Following NUvention, O’Briant was accepted this summer to New York-based DreamIt Ventures, a highly competitive, threemonth accelerator where participants are given up to $25,000 in seed money. In return, DreamIt receives a 6 percent equity stake in the company.
“All of us were really interested in entrepreneurship, but we had never been through it before in a meaningful way,” he says of his License Buddy team. “The intensity of the programs pushed us along and provided invaluable lessons that just can’t be taught in the classroom.”
In the end, License Buddy emerged a leaner, stronger company, with people continuing to sign up every week. O’Briant still maintains the site, although only part time. O’Briant plans to spend his remaining year at Kellogg working on a media-related startup that came out of his experiences over the last year. “If we hadn’t had the opportunity to participate in these programs, I’d still be on the sideline with ideas in my head,” he says.
Support, support, support
When Severinghaus felt SimpleRelevance was ready, he applied to Techstars Chicago (formerly Excelerate Labs). A satellite of Techstars, it’s one of the largest accelerators on the planet and a pioneer in mentorship-based accelerators. Out of more than 900 startups, SimpleRelevance was among the 10 chosen for the Chicago branch’s annual three-month summer program.
“We have gotten a tremendous amount of value out of [Techstars] as far as messaging the company better, getting sales, getting client interest,” Severinghaus says. “I think it did very much what it was meant to do.”
Having the support to strengthen a new business is what helped inspire the concept of a business incubator. The first one was in 1959 in Batavia, NY, according to the Ohio-based National Business Incubation Association. The idea didn’t catch much fire, and by 1980, there were only a dozen. Today, the association estimates there are more than 1,250 in the United States.
Accelerators came out of the Silicon Valley scene in 2005 after the Boston-based Y Combinator moved out West and started funding companies like Dropbox and Reddit.
Now, experts say, there are more than 1,000 accelerators worldwide. “These mentorship-based accelerators are effective because they help the entrepreneur learn more in a shorter period of time than was ever possible,” says Troy Henikoff, managing director of Techstars Chicago and an adjunct lecturer on entrepreneurship at Kellogg. “They provide the mentors with a way to get meaningfully involved, helping entrepreneurs, seeing the new technologies and getting a great view of the new companies that are potential investment opportunities. All parties are served well.”

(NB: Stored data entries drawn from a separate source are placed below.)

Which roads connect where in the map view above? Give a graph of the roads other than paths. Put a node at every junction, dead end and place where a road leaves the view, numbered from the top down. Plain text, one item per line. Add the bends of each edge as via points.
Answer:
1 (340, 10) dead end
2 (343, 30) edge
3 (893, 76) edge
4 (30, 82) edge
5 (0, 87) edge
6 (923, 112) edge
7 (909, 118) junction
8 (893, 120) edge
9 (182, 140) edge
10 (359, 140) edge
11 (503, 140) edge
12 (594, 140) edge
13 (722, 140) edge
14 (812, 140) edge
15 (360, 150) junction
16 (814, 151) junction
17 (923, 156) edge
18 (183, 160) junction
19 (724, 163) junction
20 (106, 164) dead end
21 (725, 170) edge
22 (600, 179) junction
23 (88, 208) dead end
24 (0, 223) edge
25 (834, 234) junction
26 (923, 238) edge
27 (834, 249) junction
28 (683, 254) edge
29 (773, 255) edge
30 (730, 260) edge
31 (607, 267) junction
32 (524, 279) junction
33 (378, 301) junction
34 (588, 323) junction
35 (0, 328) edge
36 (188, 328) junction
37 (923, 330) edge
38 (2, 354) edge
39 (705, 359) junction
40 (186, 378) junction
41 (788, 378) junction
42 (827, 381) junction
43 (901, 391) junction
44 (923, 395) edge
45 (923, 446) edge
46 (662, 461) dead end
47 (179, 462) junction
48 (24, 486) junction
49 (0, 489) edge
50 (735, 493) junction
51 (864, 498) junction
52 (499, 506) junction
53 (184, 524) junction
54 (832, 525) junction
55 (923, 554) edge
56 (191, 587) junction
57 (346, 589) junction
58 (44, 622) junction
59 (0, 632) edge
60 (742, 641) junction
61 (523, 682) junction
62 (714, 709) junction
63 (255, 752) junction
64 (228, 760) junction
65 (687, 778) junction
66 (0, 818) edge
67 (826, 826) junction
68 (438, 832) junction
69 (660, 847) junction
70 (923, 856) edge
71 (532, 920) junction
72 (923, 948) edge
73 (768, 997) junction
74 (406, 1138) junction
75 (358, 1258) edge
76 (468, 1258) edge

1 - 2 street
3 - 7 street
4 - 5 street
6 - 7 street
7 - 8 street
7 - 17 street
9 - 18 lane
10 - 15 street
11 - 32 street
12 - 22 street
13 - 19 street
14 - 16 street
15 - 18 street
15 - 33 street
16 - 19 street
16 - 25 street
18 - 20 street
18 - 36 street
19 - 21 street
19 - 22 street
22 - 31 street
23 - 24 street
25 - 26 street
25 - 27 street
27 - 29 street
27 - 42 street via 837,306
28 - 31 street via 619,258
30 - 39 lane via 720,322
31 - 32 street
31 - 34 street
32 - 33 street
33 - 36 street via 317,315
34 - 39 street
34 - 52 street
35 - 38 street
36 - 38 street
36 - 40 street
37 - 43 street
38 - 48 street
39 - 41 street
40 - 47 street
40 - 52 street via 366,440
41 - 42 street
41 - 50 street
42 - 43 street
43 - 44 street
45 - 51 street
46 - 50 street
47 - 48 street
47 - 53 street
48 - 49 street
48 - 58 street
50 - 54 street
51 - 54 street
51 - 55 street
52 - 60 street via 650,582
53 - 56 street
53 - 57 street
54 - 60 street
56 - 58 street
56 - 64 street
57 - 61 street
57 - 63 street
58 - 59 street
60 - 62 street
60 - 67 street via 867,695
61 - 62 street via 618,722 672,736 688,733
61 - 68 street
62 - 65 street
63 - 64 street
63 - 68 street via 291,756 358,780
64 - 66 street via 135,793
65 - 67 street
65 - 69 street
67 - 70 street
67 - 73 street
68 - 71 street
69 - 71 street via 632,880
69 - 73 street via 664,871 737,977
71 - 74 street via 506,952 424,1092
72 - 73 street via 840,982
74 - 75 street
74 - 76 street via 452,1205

The growing trend of incubators and accelerators is changing the face of entrepreneurship. Though many factors obviously contribute to a business succeeding, it’s worth noting that the incubation association says historically 87 percent of businesses that went through an incubation program are still operating nearly 10 years later.
“They have done a great service to entrepreneurs,” Severinghaus says of incubators and accelerators. “It’s lowered the barriers in a lot of ways in getting connected to people who can help you be successful.”